结合亮度约束的双分支结构暗光图像增强算法

doi:10.3778/j.issn.1002-8331.2312-0264

摘要/Abstract

摘要： 暗光图像增强是图像处理中的一个重要问题，其算法性能会影响人眼视觉感知与后续计算机视觉任务，但现有暗光图像增强算法存在内容信息保留与亮度提升平衡性不好的问题。针对此问题，基于CycleGAN提出一种结合亮度约束的双分支结构暗光图像增强算法。该算法利用Retinex理论思想，将暗光增强任务解耦为内容信息保留与亮度增强两个子任务。构建双分支结构生成器，利用多尺度卷积与稠密连接网络构建内容特征提取分支网络来处理内容信息保留任务；利用空洞卷积与风格校准注意力机制构建亮度均衡分支网络并结合亮度约束来处理亮度增强任务。通过特征融合模块将两个分支网络的输出结果进行融合与解码，得到增强后的图像。此外，通过亮度响应函数来扩充暗光图像数据集，增加训练数据的多样性。实验结果表明：相比于当前主流算法，该算法增强后的暗光图片具有更好的人眼主观视觉效果，同时在PSNR、SSIM、NIQE、Histogram等客观评价指标上也具有明显优势。

关键词: 暗光图像增强, 循环生成对抗网络, 双分支结构, 稠密连接网络

Abstract: Low-light image enhancement is an important problem in image processing, and its algorithm performance will affect the human visual perception and subsequent computer vision tasks, but the existing low-light image enhancement algorithms have poor balance between content information retention and brightness enhancement. To solve this problem, a double branch low-light image enhancement algorithm based on CycleGAN is proposed, which combines brightness constraint. Firstly, the algorithm uses Retinex theory to decouple the low-light enhancement task into two sub-tasks: content information retention and brightness enhancement. Secondly, the two-branch structure generator is constructed, and the content feature extraction branch network is constructed by using multi-scale convolution and dense connection network to deal with the content information retention task. The luminance equalization branch network is constructed by using the cavity convolution and style calibration attention mechanism, and the luminance enhancement task is processed by combining the luminance constraint. Finally, the output results of the two branch networks are fused and decoded by the feature fusion module, and the enhanced image is obtained. In addition, a low-light image dataset is expanded with the brightness response function to increase the diversity of training data. The experimental results show that, compared with the current mainstream algorithm, the enhanced low-light images have better subjective visual effects for human eyes, and also have obvious advantages in terms of objective evaluation indicators such as PSNR, SSIM, NIQE, and Histogram.

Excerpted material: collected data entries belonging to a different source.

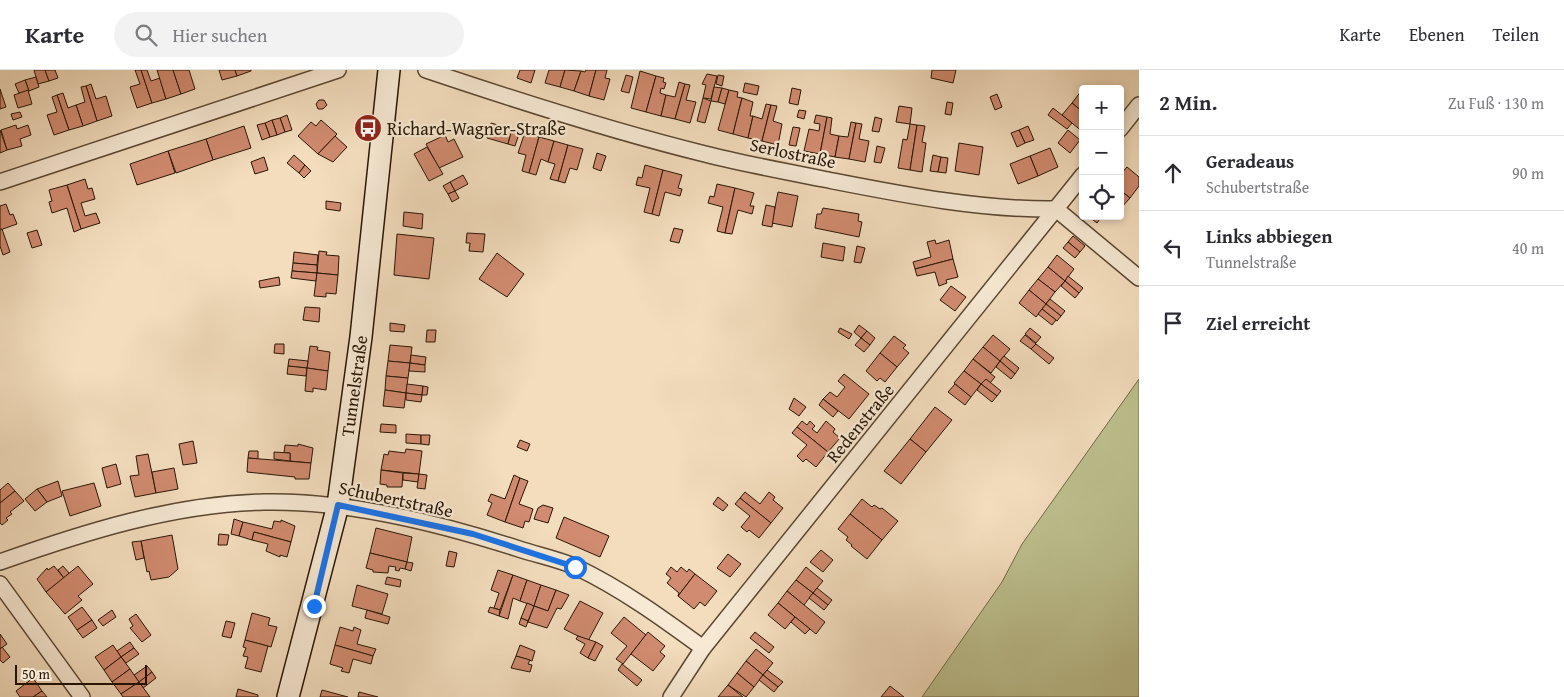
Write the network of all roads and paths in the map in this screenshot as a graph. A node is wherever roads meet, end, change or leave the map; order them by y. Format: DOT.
graph roads {
  1 [pos="338,70"];
  2 [pos="389,70"];
  3 [pos="426,70"];
  4 [pos="1139,105"];
  5 [pos="1124,124"];
  6 [pos="1079,180"];
  7 [pos="0,182"];
  8 [pos="1056,209"];
  9 [pos="1139,278"];
  10 [pos="338,505"];
  11 [pos="0,562"];
  12 [pos="0,584"];
  13 [pos="704,648"];
  14 [pos="82,697"];
  15 [pos="288,697"];
  16 [pos="671,697"];
  1 -- 7 [label="street"];
  2 -- 10 [label="street, Tunnelstraße"];
  3 -- 8 [label="street, Serlostraße"];
  4 -- 5 [label="street"];
  6 -- 8 [label="street, Redenstraße"];
  8 -- 9 [label="street"];
  8 -- 13 [label="street, Redenstraße"];
  10 -- 11 [label="street, Schubertstraße"];
  10 -- 13 [label="street, Schubertstraße"];
  10 -- 15 [label="street, Tunnelstraße"];
  12 -- 14 [label="street"];
  13 -- 16 [label="street, Redenstraße"];
}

Key words: low-light image enhancement, CycleGAN, dual-branch structure, DenseNet

杨海潮, 李新凯, 张宏立, 孟月. 结合亮度约束的双分支结构暗光图像增强算法[J]. 计算机工程与应用, 2025, 61(8): 250-259.

YANG Haichao, LI Xinkai, ZHANG Hongli, MENG Yue. Dual-Branch Structure Low-Light Image Enhancement Algorithm Combined with Brightness Constraint[J]. Computer Engineering and Applications, 2025, 61(8): 250-259.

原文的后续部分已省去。